About this exercise
From the listing below, select every line where the word "graph" appears.

Extracted entries
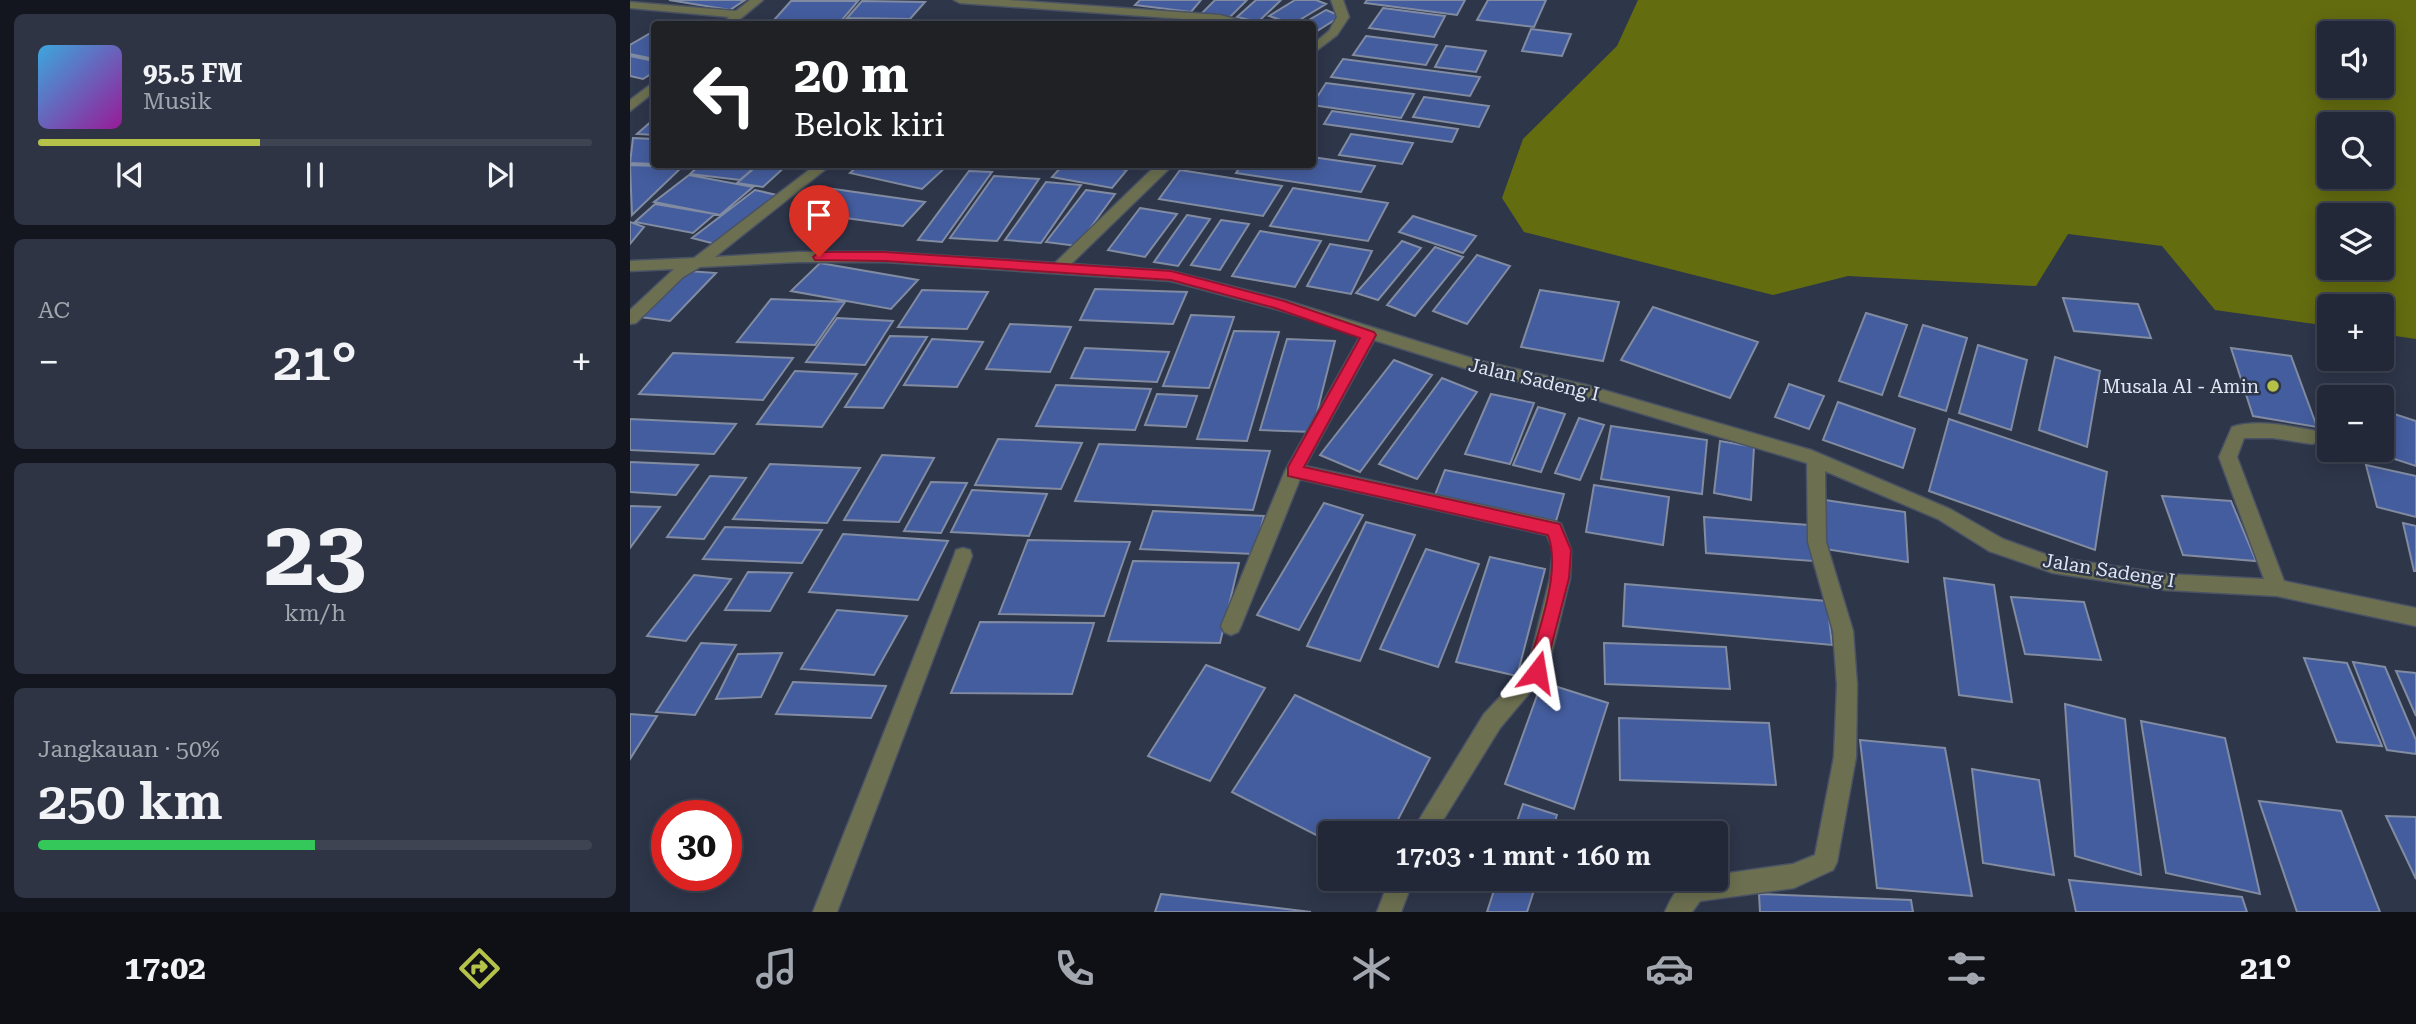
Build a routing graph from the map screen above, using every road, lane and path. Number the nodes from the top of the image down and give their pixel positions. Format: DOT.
graph roads {
  1 [pos="757,0"];
  2 [pos="960,0"];
  3 [pos="1337,0"];
  4 [pos="630,5"];
  5 [pos="738,15"];
  6 [pos="731,21"];
  7 [pos="1230,21"];
  8 [pos="1317,40"];
  9 [pos="651,89"];
  10 [pos="630,107"];
  11 [pos="821,168"];
  12 [pos="1163,168"];
  13 [pos="701,260"];
  14 [pos="630,267"];
  15 [pos="1060,267"];
  16 [pos="630,319"];
  17 [pos="1369,335"];
  18 [pos="2312,437"];
  19 [pos="1816,459"];
  20 [pos="1294,471"];
  21 [pos="963,556"];
  22 [pos="2277,587"];
  23 [pos="2416,617"];
  24 [pos="1231,626"];
  25 [pos="1430,821"];
  26 [pos="1397,891"];
  27 [pos="825,912"];
  28 [pos="1389,912"];
  29 [pos="1676,912"];
  1 -- 5 [label="street"];
  2 -- 7 [label="street"];
  3 -- 8 [label="street"];
  4 -- 5 [label="street"];
  5 -- 6 [label="street"];
  9 -- 10 [label="street"];
  11 -- 13 [label="street"];
  12 -- 15 [label="street"];
  13 -- 14 [label="street, Jalan Sadeng I"];
  13 -- 15 [label="street, Jalan Sadeng I"];
  13 -- 16 [label="street"];
  15 -- 17 [label="street, Jalan Sadeng I"];
  17 -- 19 [label="street, Jalan Sadeng I"];
  17 -- 20 [label="street"];
  18 -- 22 [label="street"];
  19 -- 22 [label="street, Jalan Sadeng I"];
  19 -- 29 [label="street"];
  20 -- 24 [label="street"];
  20 -- 25 [label="street"];
  21 -- 27 [label="street"];
  22 -- 23 [label="street, Jalan Sadeng I"];
  26 -- 28 [label="street"];
}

Exercise answer
Build a routing graph from the map screen above, using every road, lane and path. Number the nodes from the top of the image down and give their pixel positions. Format: DOT.
graph roads {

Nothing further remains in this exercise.